The comparison of relative loads of viral DNA demonstrated that the bipartite PYMV accumulated more viral DNA than the two strains of TYLCV and ToLCKMV in tomato plants at each date considered. To our knowledge, it is the first demonstration of the higher viral load of a bipartite begomovirus than monopartite begomoviruses. The DNA-B component of begomoviruses encodes two viral proteins with essential functions in intra- and inter-cellular efficient movement  and can contribute to symptom production . Although the origin of the DNA-B remains unclear , this component must provide selective advantages with enhanced viral fitness . A contrario to TYLCV, the capacity of bipartite begomoviruses to escape from the phloem cells and infect the surrounding tissues could be a key element in this difference of the viral accumulation observed [7, 37]. This wider tissue tropism gives the opportunity to infect more plant cells and may be the major determinant in our observed difference in viral accumulation. Our data revealed strong differences in the viral load between the bipartite and the monopartite begomoviruses at the leaf-level but the question of viral accumulation in a single infected cell remains open.

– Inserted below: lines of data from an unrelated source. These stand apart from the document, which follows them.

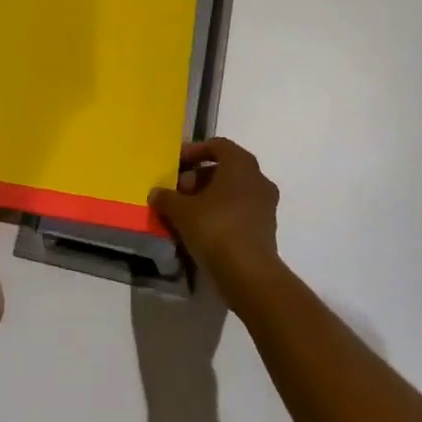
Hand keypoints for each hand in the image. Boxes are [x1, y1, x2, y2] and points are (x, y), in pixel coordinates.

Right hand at [148, 138, 280, 296]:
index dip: (194, 152)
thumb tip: (156, 192)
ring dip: (209, 197)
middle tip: (178, 191)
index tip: (176, 165)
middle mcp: (258, 178)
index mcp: (241, 164)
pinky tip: (201, 230)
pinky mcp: (266, 229)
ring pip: (232, 192)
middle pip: (225, 169)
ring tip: (185, 213)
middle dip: (199, 178)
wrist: (250, 276)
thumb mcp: (182, 211)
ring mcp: (265, 205)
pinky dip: (221, 214)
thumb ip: (167, 197)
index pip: (217, 146)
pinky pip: (239, 211)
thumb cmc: (216, 229)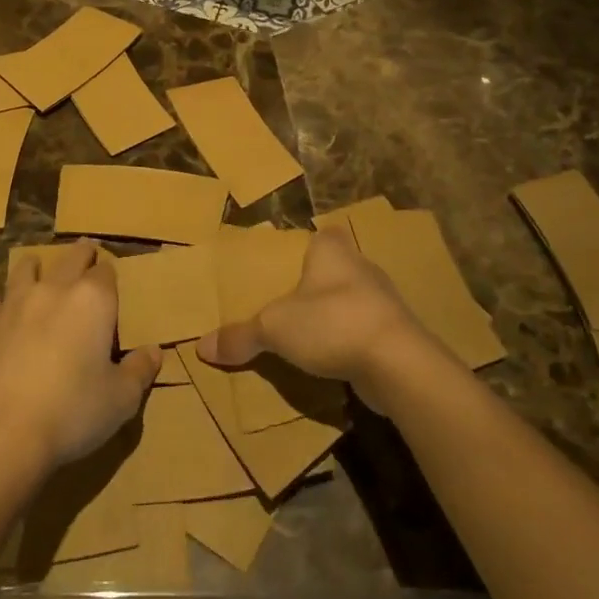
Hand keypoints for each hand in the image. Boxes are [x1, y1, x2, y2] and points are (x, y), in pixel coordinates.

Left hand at [0, 239, 159, 474]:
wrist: (3, 434)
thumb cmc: (73, 411)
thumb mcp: (121, 398)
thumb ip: (140, 370)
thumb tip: (154, 352)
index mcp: (93, 300)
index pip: (106, 272)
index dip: (111, 275)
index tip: (113, 281)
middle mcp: (55, 290)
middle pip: (70, 258)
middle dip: (81, 255)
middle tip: (86, 252)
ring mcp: (17, 305)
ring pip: (26, 269)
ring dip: (36, 265)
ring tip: (38, 265)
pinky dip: (2, 302)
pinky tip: (1, 308)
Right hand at [196, 226, 441, 408]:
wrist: (398, 363)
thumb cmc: (332, 322)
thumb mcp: (274, 328)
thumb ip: (241, 335)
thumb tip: (200, 347)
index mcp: (332, 250)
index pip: (322, 234)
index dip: (308, 244)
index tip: (288, 261)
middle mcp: (361, 266)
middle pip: (335, 268)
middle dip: (316, 283)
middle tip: (288, 300)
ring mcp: (384, 301)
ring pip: (351, 300)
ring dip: (334, 314)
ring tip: (307, 333)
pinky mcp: (396, 333)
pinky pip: (365, 330)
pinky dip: (350, 341)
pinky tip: (333, 358)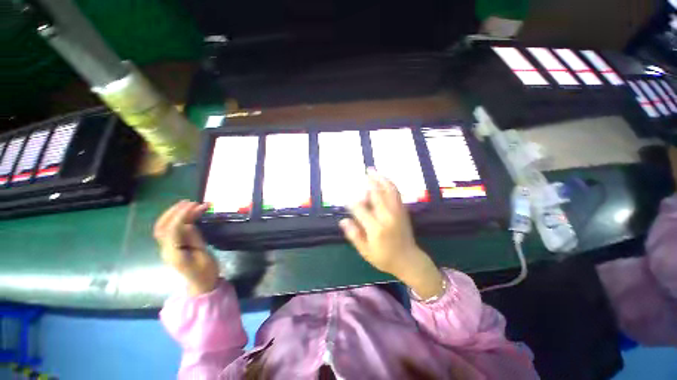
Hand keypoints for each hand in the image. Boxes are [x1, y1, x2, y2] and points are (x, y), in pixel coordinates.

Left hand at [154, 200, 218, 295]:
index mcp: (174, 254)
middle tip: (189, 202)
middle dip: (173, 212)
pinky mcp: (175, 245)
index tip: (193, 206)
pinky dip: (181, 219)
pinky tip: (191, 213)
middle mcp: (167, 248)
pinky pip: (173, 229)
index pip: (171, 231)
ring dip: (176, 213)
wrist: (201, 284)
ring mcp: (169, 247)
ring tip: (192, 204)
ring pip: (166, 227)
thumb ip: (195, 240)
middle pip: (162, 227)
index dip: (180, 216)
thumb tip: (189, 224)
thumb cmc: (205, 272)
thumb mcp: (204, 256)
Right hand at [340, 169, 444, 298]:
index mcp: (376, 228)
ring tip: (373, 171)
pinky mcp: (403, 211)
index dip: (352, 203)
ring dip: (381, 179)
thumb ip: (354, 235)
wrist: (409, 260)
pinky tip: (384, 180)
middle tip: (363, 173)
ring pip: (389, 190)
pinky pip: (396, 193)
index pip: (361, 209)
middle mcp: (388, 217)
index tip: (346, 198)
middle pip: (377, 194)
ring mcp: (397, 212)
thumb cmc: (385, 258)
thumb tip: (343, 221)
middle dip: (369, 182)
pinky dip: (389, 184)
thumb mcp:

In the case of PYMV, interestingly, no difference was observed between the two genomic components accumulation at 10, 20 and 30 dpi with the higher viral loads reached at 10 dpi for both components. DNA-B of bipartite begomoviruses is necessary for viral infection, and so the two components must be co-transmitted to spread and induce systemic symptomatic infections  (for exception see ). Our data provide new insights into the replication of bipartite begomoviruses and suggest that both PYMV molecules accumulate at the same level from the early to the late phase of the infection, ensuring a further efficient transmission although we cannot exclude differential time to reach this peak viral load during the first ten days post-infection.

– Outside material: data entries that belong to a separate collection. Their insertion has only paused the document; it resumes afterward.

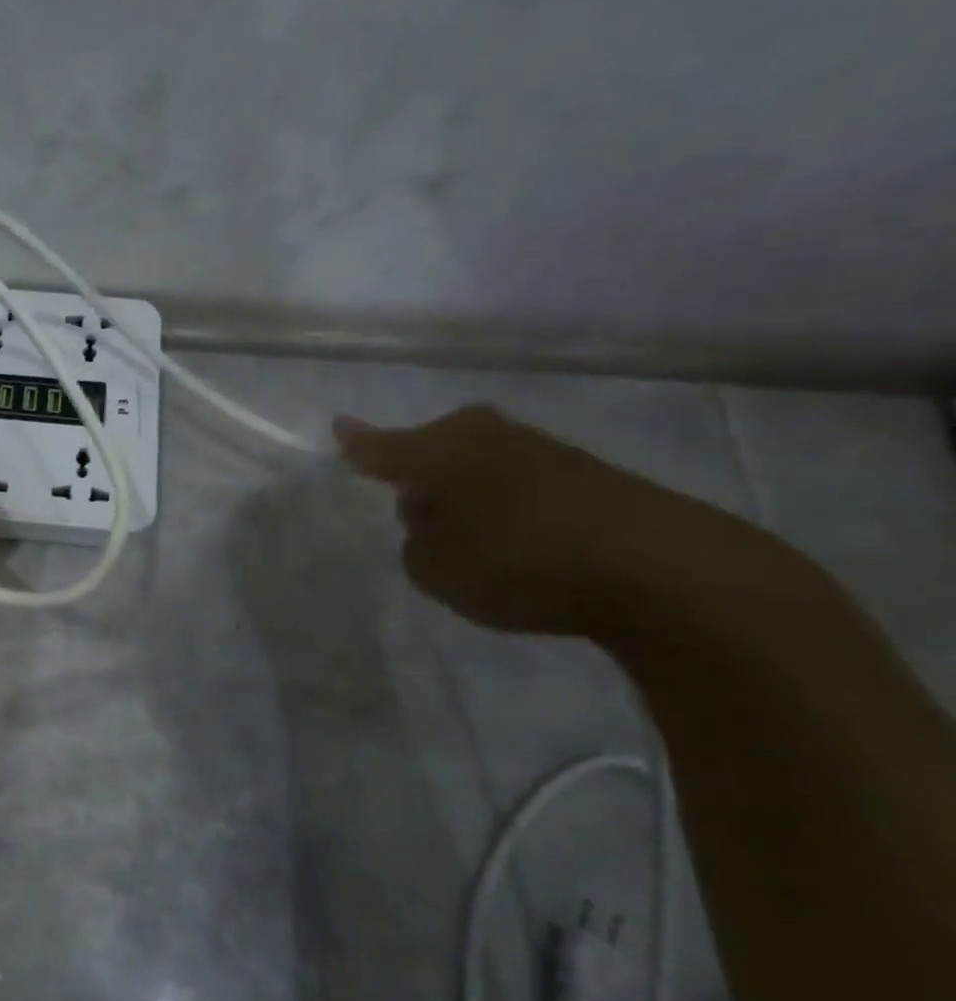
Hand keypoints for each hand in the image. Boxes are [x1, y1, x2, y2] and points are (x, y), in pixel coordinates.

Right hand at [334, 404, 738, 637]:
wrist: (660, 568)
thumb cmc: (521, 563)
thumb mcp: (438, 570)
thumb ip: (416, 543)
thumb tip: (430, 520)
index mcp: (440, 451)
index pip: (382, 447)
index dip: (359, 445)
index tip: (339, 430)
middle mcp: (485, 436)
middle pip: (434, 447)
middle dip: (418, 470)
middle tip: (410, 505)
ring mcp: (539, 448)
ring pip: (477, 462)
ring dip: (464, 487)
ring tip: (465, 530)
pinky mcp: (584, 471)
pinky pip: (516, 480)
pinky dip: (504, 501)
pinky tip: (515, 536)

We also revealed differences in the patterns of viral accumulation between the two strains of TYLCV (Mld and IL strains). Experimental work using TYLCV, the monopartite ToLCV form Australia and TYLCCNV showed that the ORF C4 is implicated in viral movement , symptom development  and bypass defence mechanisms of the host [41, 42]. Considering the recombinant nature of TYLCV-IL, which shares a common origin for a portion of its genome comprising the C4 ORF with ToLCV-Asian-like ancestors , we can hypothesize that the C4 protein of TYLCV-IL is in part responsible for the higher fitness observed compared to the Mld strain.

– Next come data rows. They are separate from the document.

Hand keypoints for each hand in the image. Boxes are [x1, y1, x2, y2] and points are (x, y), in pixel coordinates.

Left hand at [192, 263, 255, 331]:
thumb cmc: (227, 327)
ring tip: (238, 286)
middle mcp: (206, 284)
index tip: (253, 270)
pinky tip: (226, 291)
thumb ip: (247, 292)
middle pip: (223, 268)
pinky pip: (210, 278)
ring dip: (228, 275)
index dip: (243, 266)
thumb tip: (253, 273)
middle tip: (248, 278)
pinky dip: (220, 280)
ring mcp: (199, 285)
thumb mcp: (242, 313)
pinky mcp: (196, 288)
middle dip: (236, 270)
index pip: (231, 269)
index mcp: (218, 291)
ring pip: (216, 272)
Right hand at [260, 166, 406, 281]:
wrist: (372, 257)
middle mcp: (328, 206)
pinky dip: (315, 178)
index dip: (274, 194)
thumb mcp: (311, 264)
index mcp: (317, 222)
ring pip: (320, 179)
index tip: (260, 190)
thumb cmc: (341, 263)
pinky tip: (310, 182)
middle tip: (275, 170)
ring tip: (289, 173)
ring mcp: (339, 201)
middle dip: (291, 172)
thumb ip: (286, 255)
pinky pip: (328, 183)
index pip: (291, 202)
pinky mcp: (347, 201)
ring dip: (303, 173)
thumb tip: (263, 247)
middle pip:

Finally, we revealed strong differences between the two strains of TYLCV and the ToLCKMV. The accumulation kinetics of these two species differed both in the quantity of viral DNA produced, and in the time to reach this peak viral load. Such differences could have strong epidemiological consequences increasing the probability for an insect vector to acquire a virus from a plant with higher viral load during a longer timeframe and thus contributing to their preferential dispersions. In this study, we compared two species of monopartite begomoviruses with very different impacts and areas of distribution. While the TYLCV is considered as one of the most emergent plant viruses and has succeeded in spreading worldwide , the ToLCKMV-like viruses are for now confined to the Comoros archipelago with a minor impact on local production . Those two contrasted epidemiological profiles coincide with the strong differences in biological properties revealed by our study, such as the higher fitness. Our study thus suggests possible reasons for the successful spread of the emergent TYLCV, as compared to the indigenous and area-restricted ToLCKMV-like viruses.